Updating multiple machines on low bandwidth
Posted by Steve on Fri 16 Jun 2006 at 11:40
There are situations where it is common to want to update multiple machines running Debian GNU/Linux whilst minimizing the bandwidth used for downloading packages and updates. There are several different solutions for this problem and here we'll look at one of them: apt-proxy.
In my home setup I have three machines all running Debians unstable distribution sid. It is wasteful to have each of these machines download the latest packages from the network especially considering that each host contains an almost identical list of installed packages.
One of the simplest solutions is to setup a caching proxy server which will be used to fetch packages by each host. This will ensure that packages are downloaded from the network the first time they are requested, then when the next two machines come to request the same package it will be fetched from the cache - not using up any external bandwidth at all!

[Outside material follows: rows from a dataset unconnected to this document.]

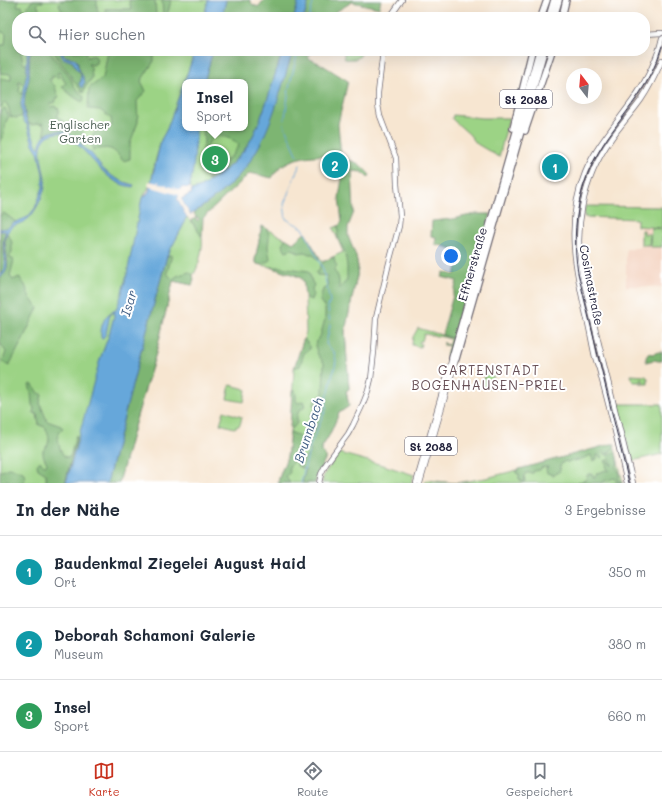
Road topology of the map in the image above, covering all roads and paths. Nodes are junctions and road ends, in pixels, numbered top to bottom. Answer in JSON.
{"nodes":[{"id":1,"x":402,"y":0,"type":"edge"},
{"id":2,"x":547,"y":0,"type":"edge"},
{"id":3,"x":554,"y":0,"type":"edge"},
{"id":4,"x":559,"y":0,"type":"edge"},
{"id":5,"x":566,"y":0,"type":"edge"},
{"id":6,"x":394,"y":12,"type":"edge"},
{"id":7,"x":543,"y":12,"type":"edge"},
{"id":8,"x":550,"y":12,"type":"edge"},
{"id":9,"x":555,"y":12,"type":"edge"},
{"id":10,"x":563,"y":12,"type":"edge"},
{"id":11,"x":662,"y":33,"type":"edge"},
{"id":12,"x":650,"y":34,"type":"edge"},
{"id":13,"x":662,"y":38,"type":"edge"},
{"id":14,"x":382,"y":56,"type":"edge"},
{"id":15,"x":531,"y":56,"type":"edge"},
{"id":16,"x":539,"y":56,"type":"edge"},
{"id":17,"x":542,"y":56,"type":"edge"},
{"id":18,"x":550,"y":56,"type":"edge"},
{"id":19,"x":662,"y":60,"type":"edge"},
{"id":20,"x":514,"y":147,"type":"junction"},
{"id":21,"x":454,"y":358,"type":"junction"},
{"id":22,"x":319,"y":483,"type":"edge"},
{"id":23,"x":416,"y":483,"type":"edge"},
{"id":24,"x":420,"y":483,"type":"edge"},
{"id":25,"x":627,"y":483,"type":"edge"},
{"id":26,"x":633,"y":483,"type":"edge"}],
"edges":[{"from":1,"to":6,"type":"main road"},
{"from":2,"to":7,"type":"highway"},
{"from":3,"to":8,"type":"highway"},
{"from":4,"to":9,"type":"highway"},
{"from":5,"to":10,"type":"highway"},
{"from":11,"to":12,"type":"main road"},
{"from":13,"to":25,"type":"main road","name":"Cosimastraße"},
{"from":14,"to":22,"type":"main road"},
{"from":15,"to":20,"type":"highway"},
{"from":16,"to":20,"type":"highway","name":"Effnerstraße","number":"St 2088"},
{"from":17,"to":20,"type":"highway","name":"Effnerstraße","number":"St 2088"},
{"from":18,"to":20,"type":"highway"},
{"from":19,"to":26,"type":"main road","name":"Cosimastraße"},
{"from":20,"to":21,"type":"highway","name":"Effnerstraße","number":"St 2088"},
{"from":21,"to":23,"type":"main road","name":"Effnerstraße","number":"St 2088"},
{"from":21,"to":24,"type":"main road","name":"Effnerstraße","number":"St 2088"}]}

There are several proxies which are included in the Debian distribution, the one I like best is the apt-proxy package.
Installing the package upon a single host is very straightforward:
root@itchy:~# apt-get install apt-proxy
Once installed you can configure the software by editing the file /etc/apt-proxy/apt-proxy-v2.conf. In most environments you'll be fine with the defaults.
The main things you might consider changing are the port number the server listens upon, 9999 by default, and the location upon the host where the .deb files will be cached. These can be changed by the following entries in the configuration file:
;; Server port to listen on port = 9999 ;; Cache directory for apt-proxy cache_dir = /var/cache/apt-proxy
(The cached files are stored in the same "pool structure" as they would be on Debians mirrors, so choosing to save them to /var/cache/apt/archives which might seem sensible won't do what you might expect.)
If you do choose to made some changes you'll need to restart the server to make them take effect:
root@itchy:~# /etc/init.d/apt-proxy restart Stopping apt-proxy [wait 1]. Starting apt-proxy.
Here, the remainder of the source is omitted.